Tesla drove his talons into the belly of a staggering tarantula-taur, then used Dragon Claw to rip upwards. He left the monster to collapse in a splay of twitching legs as the flames leapt hungrily onto her dry fur. "So, halfway?"
"Maybe we're a third of the way down, but it's only going to get harder from here. These unholy freaks are nearly dead from the fire, but they're still tougher than the kobolds from before. Imagine how hard it's going to be when they aren't burned to a crisp."
"This at least used to be a holy sanctuary, right? If there's a Reagan Stone here we could use it to level up; I'm sure we've gained enough experience to earn it."
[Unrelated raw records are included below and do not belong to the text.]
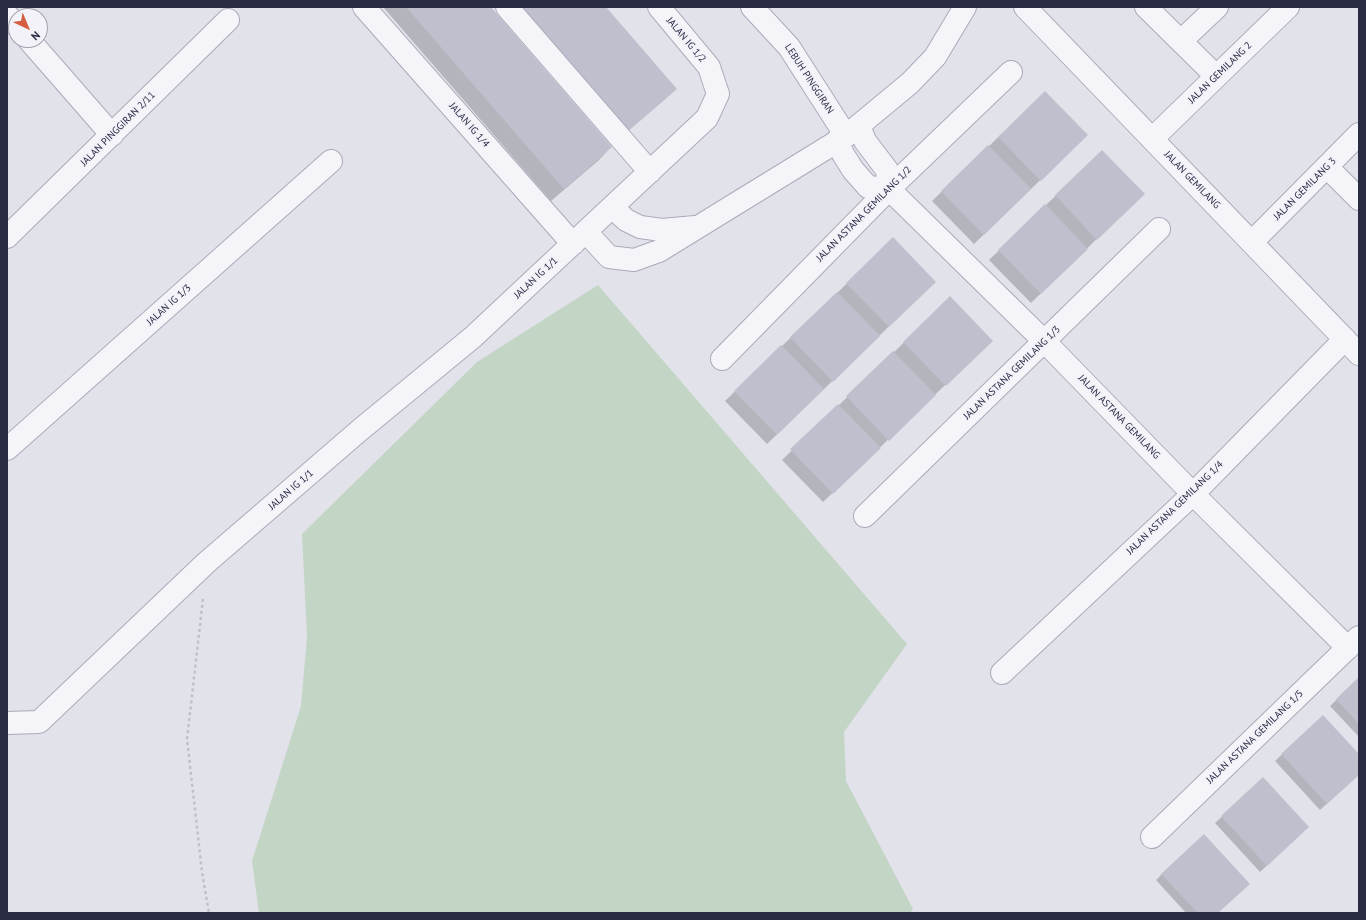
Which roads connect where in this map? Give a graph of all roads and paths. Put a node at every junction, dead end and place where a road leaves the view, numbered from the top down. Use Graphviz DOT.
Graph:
graph roads {
  1 [pos="364,7"];
  2 [pos="507,7"];
  3 [pos="659,7"];
  4 [pos="752,7"];
  5 [pos="965,7"];
  6 [pos="1025,7"];
  7 [pos="1146,7"];
  8 [pos="1217,7"];
  9 [pos="1288,7"];
  10 [pos="228,20"];
  11 [pos="1181,41"];
  12 [pos="36,48"];
  13 [pos="1011,72"];
  14 [pos="1216,76"];
  15 [pos="707,118"];
  16 [pos="847,134"];
  17 [pos="1359,134"];
  18 [pos="112,135"];
  19 [pos="1152,139"];
  20 [pos="331,161"];
  21 [pos="1327,167"];
  22 [pos="650,172"];
  23 [pos="888,189"];
  24 [pos="1359,200"];
  25 [pos="612,207"];
  26 [pos="698,227"];
  27 [pos="1159,229"];
  28 [pos="7,237"];
  29 [pos="580,238"];
  30 [pos="1252,242"];
  31 [pos="1044,341"];
  32 [pos="1352,346"];
  33 [pos="722,359"];
  34 [pos="7,449"];
  35 [pos="1192,494"];
  36 [pos="865,516"];
  37 [pos="207,562"];
  38 [pos="1353,643"];
  39 [pos="1002,673"];
  40 [pos="7,723"];
  41 [pos="1152,837"];
  42 [pos="209,913"];
  1 -- 29 [label="street, JALAN IG 1/4"];
  2 -- 22 [label="street"];
  3 -- 15 [label="street, JALAN IG 1/2"];
  4 -- 16 [label="street, LEBUH PINGGIRAN"];
  5 -- 16 [label="street, JALAN IG 1/4"];
  6 -- 19 [label="street, JALAN GEMILANG"];
  7 -- 11 [label="street"];
  8 -- 11 [label="street"];
  9 -- 14 [label="street, JALAN GEMILANG 2"];
  10 -- 18 [label="street, JALAN PINGGIRAN 2/11"];
  11 -- 14 [label="street"];
  12 -- 18 [label="street"];
  13 -- 23 [label="street, JALAN ASTANA GEMILANG 1/2"];
  14 -- 19 [label="street, JALAN GEMILANG 2"];
  15 -- 22 [label="street, JALAN IG 1/1"];
  16 -- 23 [label="street"];
  16 -- 26 [label="street, JALAN IG 1/4"];
  17 -- 21 [label="street, JALAN GEMILANG 3"];
  18 -- 28 [label="street, JALAN PINGGIRAN 2/11"];
  19 -- 30 [label="street, JALAN GEMILANG"];
  20 -- 34 [label="street, JALAN IG 1/3"];
  21 -- 24 [label="street"];
  21 -- 30 [label="street, JALAN GEMILANG 3"];
  22 -- 25 [label="street, JALAN IG 1/1"];
  23 -- 31 [label="street, JALAN ASTANA GEMILANG"];
  23 -- 33 [label="street, JALAN ASTANA GEMILANG 1/2"];
  25 -- 26 [label="street"];
  25 -- 29 [label="street, JALAN IG 1/1"];
  26 -- 29 [label="street, JALAN IG 1/4"];
  27 -- 31 [label="street, JALAN ASTANA GEMILANG 1/3"];
  29 -- 37 [label="street, JALAN IG 1/1"];
  30 -- 32 [label="street, JALAN GEMILANG"];
  31 -- 35 [label="street, JALAN ASTANA GEMILANG"];
  31 -- 36 [label="street, JALAN ASTANA GEMILANG 1/3"];
  32 -- 35 [label="street, JALAN ASTANA GEMILANG 1/4"];
  35 -- 38 [label="street, JALAN ASTANA GEMILANG"];
  35 -- 39 [label="street, JALAN ASTANA GEMILANG 1/4"];
  37 -- 40 [label="street, JALAN IG 1/1"];
  37 -- 42 [label="path"];
  38 -- 41 [label="street, JALAN ASTANA GEMILANG 1/5"];
}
"Depends on how many spiders we've killed. They're high-level, but levelling up is always a numbers game." Janek kicked open a door to reveal another staircase winding deeper into the convent, then began to trudge down it.
"What about the fire?"
"What about it?"
Tesla followed the surly dwarf down the stairs. "We set the fire; anything it kills is technically our doing, right?" The back of his mind entertained fantasies of respawning webs and mobs to feed a neverending flame, and an endlessly-rotating XP dial.
"How do you figure that? Besides, that's only for the weakest up here in the top levels and they'll be cleared out soon enough. Who knows how worthwhile an indirect kill is in the eyes of the Soai? Last, but certainly not least, I have no idea if there's a Stone here or not."
"Oh."
Janek chuckled with no sympathy whatsoever. "Get ready to slog, rube; an adventurer's life isn't about romance, glory, or the quick and easy path to success."